# Materials provided:

++++++++++

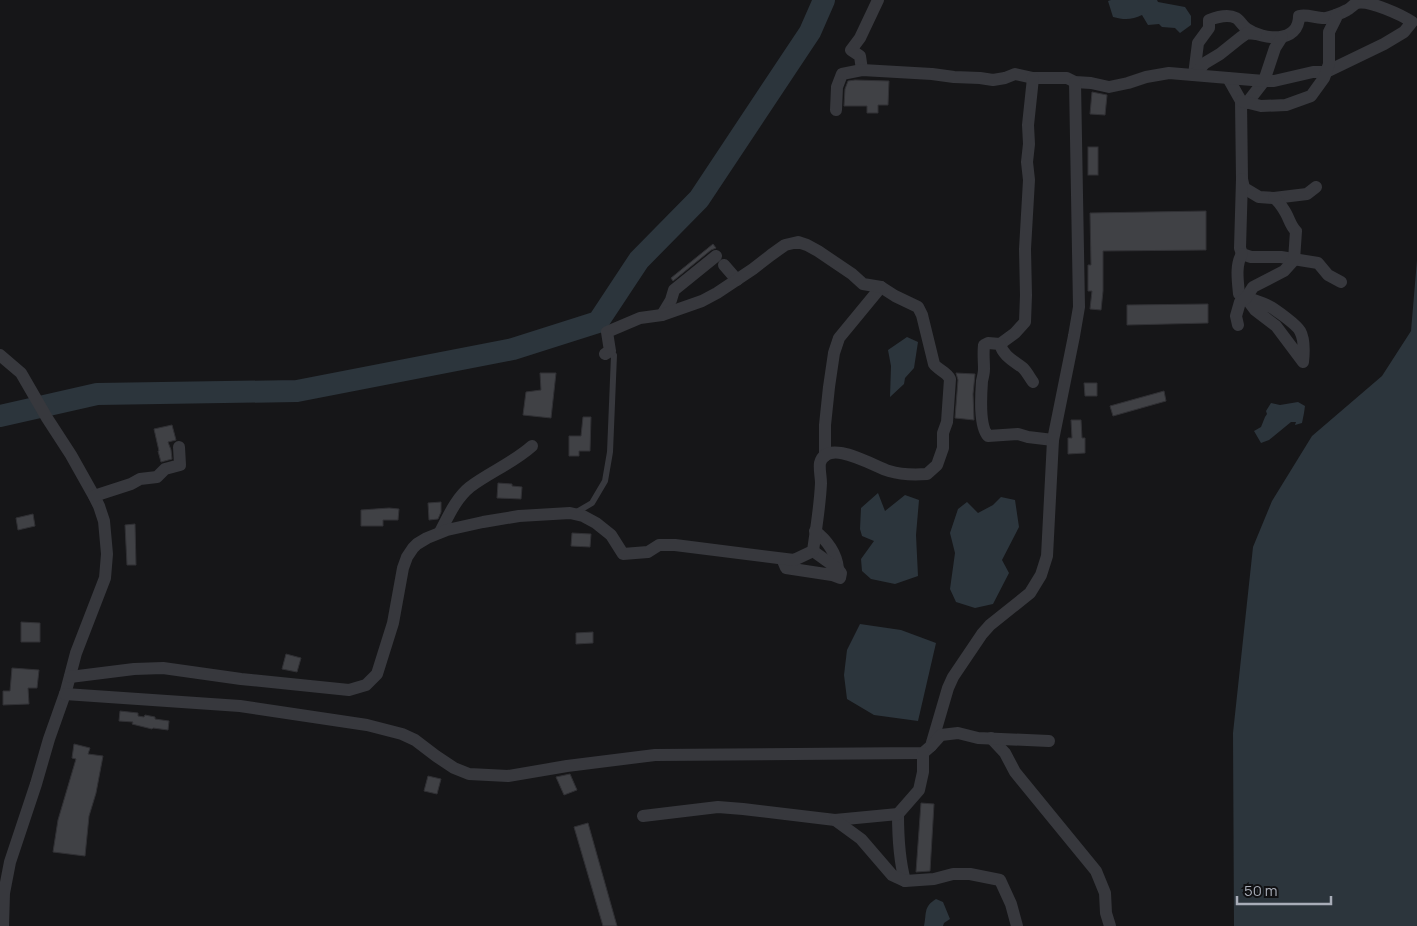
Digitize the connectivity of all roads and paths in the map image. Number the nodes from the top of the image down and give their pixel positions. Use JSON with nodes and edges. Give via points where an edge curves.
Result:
{"nodes":[{"id":1,"x":878,"y":0,"type":"edge"},
{"id":2,"x":1336,"y":15,"type":"junction"},
{"id":3,"x":1256,"y":34,"type":"junction"},
{"id":4,"x":1282,"y":37,"type":"junction"},
{"id":5,"x":862,"y":70,"type":"junction"},
{"id":6,"x":1326,"y":72,"type":"junction"},
{"id":7,"x":1194,"y":75,"type":"junction"},
{"id":8,"x":1033,"y":78,"type":"junction"},
{"id":9,"x":1228,"y":78,"type":"junction"},
{"id":10,"x":1264,"y":81,"type":"junction"},
{"id":11,"x":1075,"y":82,"type":"junction"},
{"id":12,"x":1244,"y":102,"type":"junction"},
{"id":13,"x":836,"y":110,"type":"dead end"},
{"id":14,"x":1242,"y":179,"type":"junction"},
{"id":15,"x":1316,"y":187,"type":"dead end"},
{"id":16,"x":1274,"y":198,"type":"junction"},
{"id":17,"x":1242,"y":254,"type":"junction"},
{"id":18,"x":1294,"y":260,"type":"junction"},
{"id":19,"x":737,"y":280,"type":"junction"},
{"id":20,"x":1341,"y":282,"type":"dead end"},
{"id":21,"x":881,"y":287,"type":"junction"},
{"id":22,"x":898,"y":298,"type":"junction"},
{"id":23,"x":1246,"y":298,"type":"junction"},
{"id":24,"x":870,"y":301,"type":"junction"},
{"id":25,"x":662,"y":315,"type":"junction"},
{"id":26,"x":1238,"y":325,"type":"dead end"},
{"id":27,"x":1000,"y":344,"type":"junction"},
{"id":28,"x":608,"y":352,"type":"joint"},
{"id":29,"x":0,"y":356,"type":"edge"},
{"id":30,"x":1033,"y":382,"type":"dead end"},
{"id":31,"x":1052,"y":440,"type":"junction"},
{"id":32,"x":532,"y":446,"type":"dead end"},
{"id":33,"x":179,"y":447,"type":"dead end"},
{"id":34,"x":825,"y":456,"type":"junction"},
{"id":35,"x":94,"y":496,"type":"junction"},
{"id":36,"x":574,"y":514,"type":"junction"},
{"id":37,"x":815,"y":531,"type":"junction"},
{"id":38,"x":440,"y":532,"type":"junction"},
{"id":39,"x":813,"y":551,"type":"junction"},
{"id":40,"x":782,"y":559,"type":"junction"},
{"id":41,"x":838,"y":569,"type":"junction"},
{"id":42,"x":70,"y":678,"type":"junction"},
{"id":43,"x":65,"y":694,"type":"junction"},
{"id":44,"x":991,"y":738,"type":"junction"},
{"id":45,"x":1049,"y":741,"type":"dead end"},
{"id":46,"x":927,"y":750,"type":"junction"},
{"id":47,"x":898,"y":814,"type":"junction"},
{"id":48,"x":643,"y":816,"type":"dead end"},
{"id":49,"x":835,"y":820,"type":"junction"},
{"id":50,"x":905,"y":881,"type":"junction"},
{"id":51,"x":3,"y":926,"type":"edge"},
{"id":52,"x":1017,"y":926,"type":"edge"},
{"id":53,"x":1110,"y":926,"type":"edge"}],
"edges":[{"from":1,"to":5,"type":"street","via":[[852,50],[860,56]]},
{"from":2,"to":4,"type":"street","via":[[1322,19],[1299,16],[1293,31]]},
{"from":2,"to":6,"type":"street","via":[[1330,32]]},
{"from":2,"to":6,"type":"street","via":[[1356,4],[1366,3],[1396,12],[1412,22],[1404,32],[1384,44]]},
{"from":3,"to":4,"type":"street"},
{"from":3,"to":7,"type":"street","via":[[1247,33]]},
{"from":3,"to":7,"type":"street","via":[[1237,18],[1218,16],[1209,20],[1209,28],[1198,43]]},
{"from":4,"to":10,"type":"street"},
{"from":5,"to":8,"type":"street","via":[[993,80],[1015,74]]},
{"from":5,"to":13,"type":"street","via":[[842,74],[837,88]]},
{"from":6,"to":10,"type":"street"},
{"from":6,"to":12,"type":"street","via":[[1310,96],[1286,106]]},
{"from":7,"to":9,"type":"street"},
{"from":7,"to":11,"type":"street","via":[[1168,73],[1109,87]]},
{"from":8,"to":11,"type":"street","via":[[1067,78]]},
{"from":8,"to":27,"type":"street","via":[[1028,125],[1030,180],[1025,250],[1025,322]]},
{"from":9,"to":10,"type":"street"},
{"from":9,"to":12,"type":"street"},
{"from":10,"to":12,"type":"street"},
{"from":11,"to":31,"type":"street","via":[[1078,307]]},
{"from":12,"to":14,"type":"street"},
{"from":14,"to":16,"type":"street","via":[[1244,188],[1253,194]]},
{"from":14,"to":17,"type":"street"},
{"from":15,"to":16,"type":"street","via":[[1307,194]]},
{"from":16,"to":18,"type":"street","via":[[1296,231]]},
{"from":17,"to":18,"type":"street"},
{"from":17,"to":23,"type":"street","via":[[1239,259],[1239,294]]},
{"from":18,"to":20,"type":"street","via":[[1318,263],[1328,275]]},
{"from":18,"to":23,"type":"street","via":[[1284,271],[1252,287]]},
{"from":19,"to":21,"type":"street","via":[[785,245],[798,242],[818,251],[863,284]]},
{"from":19,"to":25,"type":"street","via":[[702,301]]},
{"from":19,"to":25,"type":"street","via":[[720,261],[674,290]]},
{"from":21,"to":22,"type":"street"},
{"from":21,"to":24,"type":"street"},
{"from":22,"to":24,"type":"street"},
{"from":22,"to":34,"type":"street","via":[[918,307],[934,364],[950,379],[948,422],[937,465],[927,474],[914,475],[886,470],[842,453]]},
{"from":23,"to":23,"type":"street","via":[[1269,306],[1300,330],[1304,362],[1276,326],[1255,310]]},
{"from":23,"to":26,"type":"street","via":[[1240,302],[1236,316]]},
{"from":24,"to":34,"type":"street","via":[[839,338],[834,353],[825,426]]},
{"from":25,"to":28,"type":"street","via":[[640,318],[607,332]]},
{"from":27,"to":30,"type":"street","via":[[1005,355],[1025,369]]},
{"from":27,"to":31,"type":"street","via":[[984,346],[984,431],[988,436],[1018,434]]},
{"from":28,"to":36,"type":"lane","via":[[614,355],[610,452],[605,481],[592,503]]},
{"from":29,"to":35,"type":"street","via":[[21,373]]},
{"from":31,"to":46,"type":"street","via":[[1047,556],[1042,575],[1030,593],[982,634],[953,677]]},
{"from":32,"to":38,"type":"street","via":[[520,458],[469,488]]},
{"from":33,"to":35,"type":"street","via":[[180,465],[165,469],[157,476]]},
{"from":34,"to":37,"type":"street","via":[[820,463]]},
{"from":35,"to":42,"type":"street","via":[[104,521],[105,578],[76,653]]},
{"from":36,"to":38,"type":"street","via":[[519,516]]},
{"from":36,"to":40,"type":"street","via":[[583,516],[611,535],[623,554],[648,552],[659,545],[675,545]]},
{"from":37,"to":39,"type":"street"},
{"from":37,"to":41,"type":"street","via":[[834,553]]},
{"from":38,"to":42,"type":"street","via":[[417,544],[407,557],[388,640],[377,674],[366,685],[349,690],[163,668],[134,668]]},
{"from":39,"to":40,"type":"street","via":[[794,560]]},
{"from":39,"to":41,"type":"street"},
{"from":40,"to":41,"type":"street","via":[[786,568],[840,578]]},
{"from":42,"to":43,"type":"street"},
{"from":43,"to":46,"type":"street","via":[[240,706],[367,725],[415,740],[454,768],[469,774],[508,776],[655,754]]},
{"from":43,"to":51,"type":"street","via":[[10,862],[4,893]]},
{"from":44,"to":45,"type":"street"},
{"from":44,"to":46,"type":"street","via":[[958,733],[941,735]]},
{"from":44,"to":53,"type":"street","via":[[1096,871],[1105,893]]},
{"from":46,"to":47,"type":"street","via":[[919,790]]},
{"from":47,"to":49,"type":"street"},
{"from":47,"to":50,"type":"street"},
{"from":48,"to":49,"type":"street","via":[[718,808]]},
{"from":49,"to":50,"type":"street","via":[[861,838],[892,875]]},
{"from":50,"to":52,"type":"street","via":[[953,874],[1000,880]]}]}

++++++++++

# Your goal:
Would you please show every line of the material above that includes the string "edges"?

# Answer for this exercise:
Digitize the connectivity of all roads and paths in the map image. Number the nodes from the top of the image down and give their pixel positions. Use JSON with nodes and edges. Give via points where an edge curves.
"edges":[{"from":1,"to":5,"type":"street","via":[[852,50],[860,56]]},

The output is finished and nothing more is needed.